● Directions for this task
Below are records to print word for word; include none of their pictures.

● Provided data
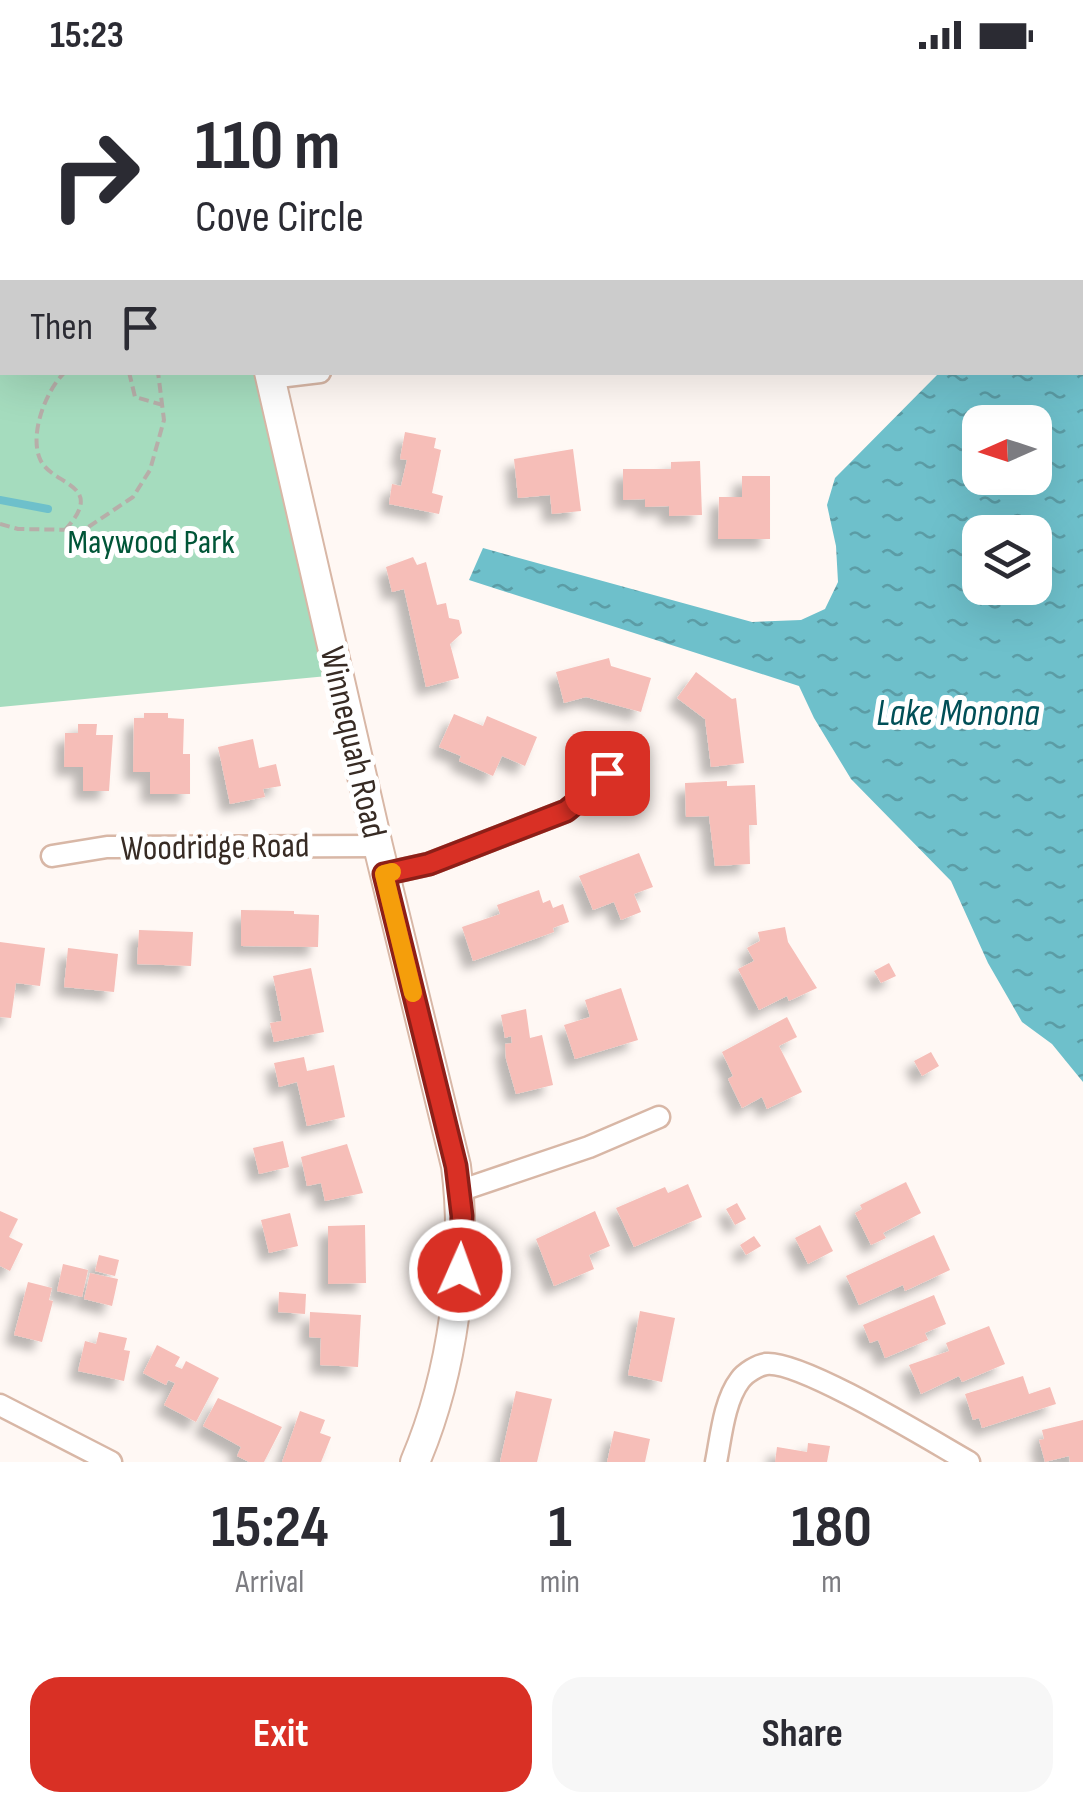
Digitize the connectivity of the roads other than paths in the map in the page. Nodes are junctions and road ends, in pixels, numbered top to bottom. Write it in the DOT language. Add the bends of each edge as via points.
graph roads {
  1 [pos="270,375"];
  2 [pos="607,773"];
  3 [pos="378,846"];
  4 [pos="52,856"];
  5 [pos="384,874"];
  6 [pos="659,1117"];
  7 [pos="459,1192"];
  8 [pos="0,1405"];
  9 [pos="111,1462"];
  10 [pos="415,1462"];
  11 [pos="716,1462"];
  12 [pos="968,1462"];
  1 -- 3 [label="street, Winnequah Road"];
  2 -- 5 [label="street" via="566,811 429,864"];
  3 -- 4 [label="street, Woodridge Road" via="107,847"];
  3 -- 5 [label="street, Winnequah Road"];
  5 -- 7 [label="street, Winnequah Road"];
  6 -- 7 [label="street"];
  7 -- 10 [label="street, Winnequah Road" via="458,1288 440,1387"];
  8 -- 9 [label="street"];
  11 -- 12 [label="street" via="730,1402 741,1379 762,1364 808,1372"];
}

● Expected output
Digitize the connectivity of the roads other than paths in the map in the page. Nodes are junctions and road ends, in pixels, numbered top to bottom. Write it in the DOT language. Add the bends of each edge as via points.
graph roads {
  1 [pos="270,375"];
  2 [pos="607,773"];
  3 [pos="378,846"];
  4 [pos="52,856"];
  5 [pos="384,874"];
  6 [pos="659,1117"];
  7 [pos="459,1192"];
  8 [pos="0,1405"];
  9 [pos="111,1462"];
  10 [pos="415,1462"];
  11 [pos="716,1462"];
  12 [pos="968,1462"];
  1 -- 3 [label="street, Winnequah Road"];
  2 -- 5 [label="street" via="566,811 429,864"];
  3 -- 4 [label="street, Woodridge Road" via="107,847"];
  3 -- 5 [label="street, Winnequah Road"];
  5 -- 7 [label="street, Winnequah Road"];
  6 -- 7 [label="street"];
  7 -- 10 [label="street, Winnequah Road" via="458,1288 440,1387"];
  8 -- 9 [label="street"];
  11 -- 12 [label="street" via="730,1402 741,1379 762,1364 808,1372"];
}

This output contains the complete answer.